Every cancer is so different and one can not be compared to the other.  Our cancer similarities are the overwhelm, the uncertainty, the hope, forever the hope.  We share the nausea and sickness, low blood counts, hair loss and fatigue.  The questions are the same, too.  Did I chose the right doctor?  Is this the correct protocol?  Will I go into remission?  What are the statistics for a long life?  And the forever cloud, will it come back?

So, yes, it is Breast Cancer Awareness month.  And, yes, everything is popping up pink.  But really in the end, our colors don’t matter, our experiences are our common bond.

When Kristina wordlessly looked at her husband, Adam, I knew what she was saying.  When he held her tight, I knew what that felt like.  When he told her to not look on the internet for information, I heard the same advice.  When he is perpetually positive and she says she is scared, I know that, too.

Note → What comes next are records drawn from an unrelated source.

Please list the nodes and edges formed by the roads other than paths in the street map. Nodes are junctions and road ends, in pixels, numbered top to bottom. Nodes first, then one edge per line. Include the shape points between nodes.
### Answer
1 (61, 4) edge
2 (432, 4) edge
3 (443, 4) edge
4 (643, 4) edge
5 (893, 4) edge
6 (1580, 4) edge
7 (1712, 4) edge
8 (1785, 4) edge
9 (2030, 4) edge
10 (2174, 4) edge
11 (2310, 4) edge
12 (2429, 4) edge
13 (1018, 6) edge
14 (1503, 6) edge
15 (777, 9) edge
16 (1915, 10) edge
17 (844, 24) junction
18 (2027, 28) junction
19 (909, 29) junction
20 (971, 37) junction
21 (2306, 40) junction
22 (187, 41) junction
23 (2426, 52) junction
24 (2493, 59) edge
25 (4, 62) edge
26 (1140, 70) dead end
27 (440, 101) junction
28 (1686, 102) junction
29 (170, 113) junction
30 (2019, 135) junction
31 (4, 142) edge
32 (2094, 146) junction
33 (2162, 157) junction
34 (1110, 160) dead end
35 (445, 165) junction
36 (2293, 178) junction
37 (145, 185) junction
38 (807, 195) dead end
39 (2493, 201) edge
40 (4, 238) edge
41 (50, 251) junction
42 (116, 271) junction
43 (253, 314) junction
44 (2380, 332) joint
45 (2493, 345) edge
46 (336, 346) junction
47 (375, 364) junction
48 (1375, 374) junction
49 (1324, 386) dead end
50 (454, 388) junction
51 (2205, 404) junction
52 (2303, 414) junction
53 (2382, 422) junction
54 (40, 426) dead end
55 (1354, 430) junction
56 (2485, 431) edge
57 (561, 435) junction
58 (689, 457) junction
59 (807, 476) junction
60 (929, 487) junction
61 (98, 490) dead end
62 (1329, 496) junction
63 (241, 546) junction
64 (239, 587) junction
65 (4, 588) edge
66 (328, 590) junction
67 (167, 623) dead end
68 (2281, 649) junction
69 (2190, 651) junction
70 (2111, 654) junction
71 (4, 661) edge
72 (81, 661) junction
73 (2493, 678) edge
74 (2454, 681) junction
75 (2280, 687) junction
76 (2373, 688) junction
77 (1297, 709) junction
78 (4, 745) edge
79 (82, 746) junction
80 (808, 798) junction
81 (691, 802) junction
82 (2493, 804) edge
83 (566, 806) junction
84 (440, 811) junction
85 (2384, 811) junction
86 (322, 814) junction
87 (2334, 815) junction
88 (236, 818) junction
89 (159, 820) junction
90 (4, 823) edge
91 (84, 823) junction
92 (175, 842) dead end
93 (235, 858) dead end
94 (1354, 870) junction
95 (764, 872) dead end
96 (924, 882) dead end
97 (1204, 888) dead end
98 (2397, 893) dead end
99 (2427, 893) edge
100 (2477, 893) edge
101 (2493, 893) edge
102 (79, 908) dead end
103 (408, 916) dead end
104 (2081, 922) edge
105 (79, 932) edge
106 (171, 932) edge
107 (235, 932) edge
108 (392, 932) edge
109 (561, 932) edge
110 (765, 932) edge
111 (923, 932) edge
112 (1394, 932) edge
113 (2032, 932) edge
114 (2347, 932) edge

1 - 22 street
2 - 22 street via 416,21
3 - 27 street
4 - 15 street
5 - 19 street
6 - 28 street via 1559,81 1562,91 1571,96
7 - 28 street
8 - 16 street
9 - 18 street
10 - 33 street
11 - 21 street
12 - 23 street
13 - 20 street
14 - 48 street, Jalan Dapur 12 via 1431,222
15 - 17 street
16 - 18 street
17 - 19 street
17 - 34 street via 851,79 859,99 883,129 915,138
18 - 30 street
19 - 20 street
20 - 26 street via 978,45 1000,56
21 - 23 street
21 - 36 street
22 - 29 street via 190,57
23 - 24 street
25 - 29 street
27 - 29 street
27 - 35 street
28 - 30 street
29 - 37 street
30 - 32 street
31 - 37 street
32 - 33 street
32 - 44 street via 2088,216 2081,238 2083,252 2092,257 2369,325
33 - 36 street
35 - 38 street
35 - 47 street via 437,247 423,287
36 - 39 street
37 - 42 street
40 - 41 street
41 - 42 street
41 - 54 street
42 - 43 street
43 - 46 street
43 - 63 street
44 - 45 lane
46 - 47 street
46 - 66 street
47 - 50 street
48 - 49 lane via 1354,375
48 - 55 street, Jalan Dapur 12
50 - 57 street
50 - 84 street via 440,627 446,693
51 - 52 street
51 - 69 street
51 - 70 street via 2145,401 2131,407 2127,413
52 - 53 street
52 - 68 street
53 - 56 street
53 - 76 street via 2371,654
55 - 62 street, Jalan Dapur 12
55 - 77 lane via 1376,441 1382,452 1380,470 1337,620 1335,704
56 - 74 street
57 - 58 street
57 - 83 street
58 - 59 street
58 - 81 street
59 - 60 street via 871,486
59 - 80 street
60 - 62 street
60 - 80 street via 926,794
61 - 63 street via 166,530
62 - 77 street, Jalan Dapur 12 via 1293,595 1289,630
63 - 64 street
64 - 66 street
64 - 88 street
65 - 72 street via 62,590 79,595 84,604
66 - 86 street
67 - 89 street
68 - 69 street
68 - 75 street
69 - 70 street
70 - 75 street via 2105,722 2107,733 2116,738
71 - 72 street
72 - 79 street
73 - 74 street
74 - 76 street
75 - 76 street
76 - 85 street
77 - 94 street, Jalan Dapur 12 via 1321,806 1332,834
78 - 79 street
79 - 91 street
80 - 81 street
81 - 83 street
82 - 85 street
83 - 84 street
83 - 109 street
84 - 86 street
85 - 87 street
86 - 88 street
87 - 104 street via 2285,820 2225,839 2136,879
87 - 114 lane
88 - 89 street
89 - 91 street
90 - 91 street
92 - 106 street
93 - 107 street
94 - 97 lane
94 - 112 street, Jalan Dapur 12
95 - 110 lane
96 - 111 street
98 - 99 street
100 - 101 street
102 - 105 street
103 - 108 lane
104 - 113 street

Yes, cancer is cancer.  Pink.  Lime green.  Teal.  Orange.  Purple.  White. . . .

One comment on “Breast Cancer Awareness Month – Parenthood has me crying . . .

  1. peaceforthejourney says:

    Yes, the pink is out in full force this month, although I don’t notice it as much as I did last year at this time. Last year, I was wearing my pink. This year, well, not so much; maybe for one of the thoughts you linger upon here. I’m glad for the press breast cancer receives and for the research dollars raised to investigate and treat the disease; that being said, I’m uncomfortable with the obvious marketing disparity that exists for all types of cancer research. In the end, we all benefit. In the end, we’re all cancer patients/survivors and shouldn’t let the particulars of our disease separate us but, rather, unite us. I speak to this (a bit) in a book chapter entitled “Gracing the Stage You Stand Upon”.

    Cancer is cancer, and it’s a beast. I’m so glad for the support I’ve known and continue to know through other survivors like yourself. You help me to fight the beast!!!